To bridge significant budget shortfalls created by the Great Recession, state and local governments cut spending and increased taxes in each of the last several fiscal years. Since 2008, 46 states have cut essential services in health, education, human services or public safety, including layoffs. Women will experience the adverse effects of state and city budget cuts both as workers and as recipients of essential services.
Thirty-four states and the District of Columbia have cut funding for education since the beginning of the recession, some quite dramatically. New Yorks 2011 budget will cut $1.1 billion from K-12 education, Californias $1.5 billion from K-12 and community college education.
The days of finding small efficiencies in the system are long past. In New Jersey, 93% of school districts plan teacher layoffs as a result of Governor Christies $820 million cut to state aid for education this fiscal year.
One of the first careers open to women, teaching, especially at the K-12 level, remains overwhelmingly female. Women make up 82% of all elementary and middle school teachers, 98% of all pre-school and kindergarten teachers and 91.5% of all teachers aides. With official unemployment hovering between 9 and 9.5%, finding another teaching job or any job with benefits and a pension is extremely difficult.
Beyond the workplace, cuts in education affect women as mothers of school-aged children. Before- and after-school programs, essential for working women, are often among the first to be cut.
Cost shifting of basic supplies from the school to the families means parents must provide not just pencils but paper towels, tissues and sanitizing wipes for the classroom. Cutbacks in education affect womens ability to provide for their families, keep their children safe before and after school, and balance work and family responsibilities, increasing stress and decreasing womens quality of life.
Likewise, 31 states have cut funding for health care since the beginning of the recession. These cuts have direct and devastating consequences for women as workers, as patients and as the health care providers of last resort for dependent children and elderly parents.
Though states, cities and counties closed many of their public health and mental health institutions in the 1970s and 80s, a significant portion of health care remains in the public sector through the public clinic systems, home health programs and school districts. Much of the health care provided by private, even private, for-profit agencies and facilities is paid for by tax dollars through Medicare and Medicaid. With 92% of registered nurses, 91% of licensed practical/vocational nurses and 88% of nurses aides and home health aides being women, layoffs in health care mean layoffs for women.
Women will also be adversely and disproportionately affected by any cuts to Medicare and Medicaid. Medicare provides health insurance for elderly Americans. Women live longer than men and, therefore, account for 57% of all Medicare recipients.
Medicaid provides health insurance for low-income Americans. Women, particularly unmarried women, are significantly less wealthy than men. Therefore, women account for three-quarters of all adult Medicaid beneficiaries. Medicaid pays for 41% of all births and 71% of all publicly funded family planning services in the U.S. One million people in Arizona will lose access to health services provided by the state as a result of the Medicaid cuts there.
Federal stimulus funding provided approximately $100 billion to offset education budget gaps since February 2009. The Center on Budget and Policy Priorities estimated that these dollars funded 266,000 jobs in education.
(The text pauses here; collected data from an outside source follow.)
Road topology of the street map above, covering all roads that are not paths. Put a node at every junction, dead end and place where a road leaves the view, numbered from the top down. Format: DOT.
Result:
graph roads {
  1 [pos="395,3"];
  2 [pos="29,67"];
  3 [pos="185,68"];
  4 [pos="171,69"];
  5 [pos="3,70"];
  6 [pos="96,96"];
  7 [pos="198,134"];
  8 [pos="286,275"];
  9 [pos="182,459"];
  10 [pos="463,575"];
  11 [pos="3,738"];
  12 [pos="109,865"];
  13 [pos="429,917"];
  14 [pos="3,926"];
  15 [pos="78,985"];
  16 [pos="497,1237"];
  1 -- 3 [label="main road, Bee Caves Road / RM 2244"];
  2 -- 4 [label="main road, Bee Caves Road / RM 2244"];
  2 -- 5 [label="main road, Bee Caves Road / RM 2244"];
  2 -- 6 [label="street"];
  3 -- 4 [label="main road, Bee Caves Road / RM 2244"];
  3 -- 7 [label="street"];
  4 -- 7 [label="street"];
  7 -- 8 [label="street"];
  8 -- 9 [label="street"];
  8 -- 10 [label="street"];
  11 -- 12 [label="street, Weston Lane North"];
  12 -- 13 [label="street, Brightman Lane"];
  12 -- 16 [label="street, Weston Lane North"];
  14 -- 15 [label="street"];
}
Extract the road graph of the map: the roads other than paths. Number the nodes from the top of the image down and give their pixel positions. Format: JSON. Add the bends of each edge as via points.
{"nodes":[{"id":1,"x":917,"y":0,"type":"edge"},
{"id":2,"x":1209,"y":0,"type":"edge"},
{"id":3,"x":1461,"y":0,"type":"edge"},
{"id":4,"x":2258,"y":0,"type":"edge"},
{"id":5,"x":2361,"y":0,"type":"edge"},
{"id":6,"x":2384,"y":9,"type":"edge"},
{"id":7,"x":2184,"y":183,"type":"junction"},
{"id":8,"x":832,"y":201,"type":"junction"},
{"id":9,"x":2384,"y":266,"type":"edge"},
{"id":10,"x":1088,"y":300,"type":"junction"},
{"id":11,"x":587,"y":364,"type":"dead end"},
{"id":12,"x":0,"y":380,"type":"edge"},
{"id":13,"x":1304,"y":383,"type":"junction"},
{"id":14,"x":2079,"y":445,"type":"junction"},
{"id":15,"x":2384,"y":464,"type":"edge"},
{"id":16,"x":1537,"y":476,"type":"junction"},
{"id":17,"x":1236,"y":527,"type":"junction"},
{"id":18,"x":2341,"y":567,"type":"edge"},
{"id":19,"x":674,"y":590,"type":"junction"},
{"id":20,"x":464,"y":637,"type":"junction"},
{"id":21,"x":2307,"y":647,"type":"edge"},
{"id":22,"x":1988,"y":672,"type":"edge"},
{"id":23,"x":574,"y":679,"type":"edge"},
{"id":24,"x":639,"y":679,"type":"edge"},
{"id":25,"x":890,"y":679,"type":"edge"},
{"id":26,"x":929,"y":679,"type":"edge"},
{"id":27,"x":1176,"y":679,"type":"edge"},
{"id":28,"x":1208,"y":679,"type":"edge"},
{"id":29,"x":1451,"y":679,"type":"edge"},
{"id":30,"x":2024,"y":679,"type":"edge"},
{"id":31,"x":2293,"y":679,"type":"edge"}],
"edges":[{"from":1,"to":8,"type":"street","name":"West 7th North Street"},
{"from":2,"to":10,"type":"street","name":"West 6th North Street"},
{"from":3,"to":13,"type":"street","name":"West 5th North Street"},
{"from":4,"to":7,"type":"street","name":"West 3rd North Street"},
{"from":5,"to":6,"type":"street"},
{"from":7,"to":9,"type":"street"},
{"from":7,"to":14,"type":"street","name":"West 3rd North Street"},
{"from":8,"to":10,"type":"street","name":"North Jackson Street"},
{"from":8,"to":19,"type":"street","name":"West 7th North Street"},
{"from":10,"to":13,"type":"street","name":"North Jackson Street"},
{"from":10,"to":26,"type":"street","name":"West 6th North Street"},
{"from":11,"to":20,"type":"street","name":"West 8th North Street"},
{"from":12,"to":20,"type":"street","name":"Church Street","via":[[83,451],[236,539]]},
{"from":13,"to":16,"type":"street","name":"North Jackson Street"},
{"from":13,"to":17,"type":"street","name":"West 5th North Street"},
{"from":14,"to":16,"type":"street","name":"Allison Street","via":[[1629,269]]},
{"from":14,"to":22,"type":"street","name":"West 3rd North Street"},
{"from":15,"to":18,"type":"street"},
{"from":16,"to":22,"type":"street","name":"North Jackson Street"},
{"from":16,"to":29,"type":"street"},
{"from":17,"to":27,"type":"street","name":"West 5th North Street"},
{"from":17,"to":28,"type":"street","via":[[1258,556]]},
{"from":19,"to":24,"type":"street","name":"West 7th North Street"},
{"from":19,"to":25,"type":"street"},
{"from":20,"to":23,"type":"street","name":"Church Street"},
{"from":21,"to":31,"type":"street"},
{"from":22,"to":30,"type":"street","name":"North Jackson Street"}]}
Stimulus programs provided another $40 billion to state health budgets by increasing Medicaid reimbursements and other subsidies. With all monies from federal stimulus programs and the August 2010 jobs bill set to expire in the next six months, states, cities and school districts will be left on their own with budget shortfalls.
The mainstream womens groups like NOW and NARAL have no answer to this crisis, beyond bemoaning the results of the November elections and exhortations to lobby the Democrats, who share equal responsibility for the cuts with the Republicans.
Almost eight million workers in the public sector are represented by a union. These workers, female and male, must campaign in their unions for a militant fight-back to protect jobs, benefits and, most importantly, the services they provide. The unions need to organize with parents, students, patients and all other constituent groups to demand that the richest 1% and big business pay for this crisis, not working and poor people.
Necessity will propel women to the forefront of these struggles where they will lead, teach and learn. The best will draw revolutionary conclusions and see the need to replace the oppression of capitalism with the genuine equality of socialism.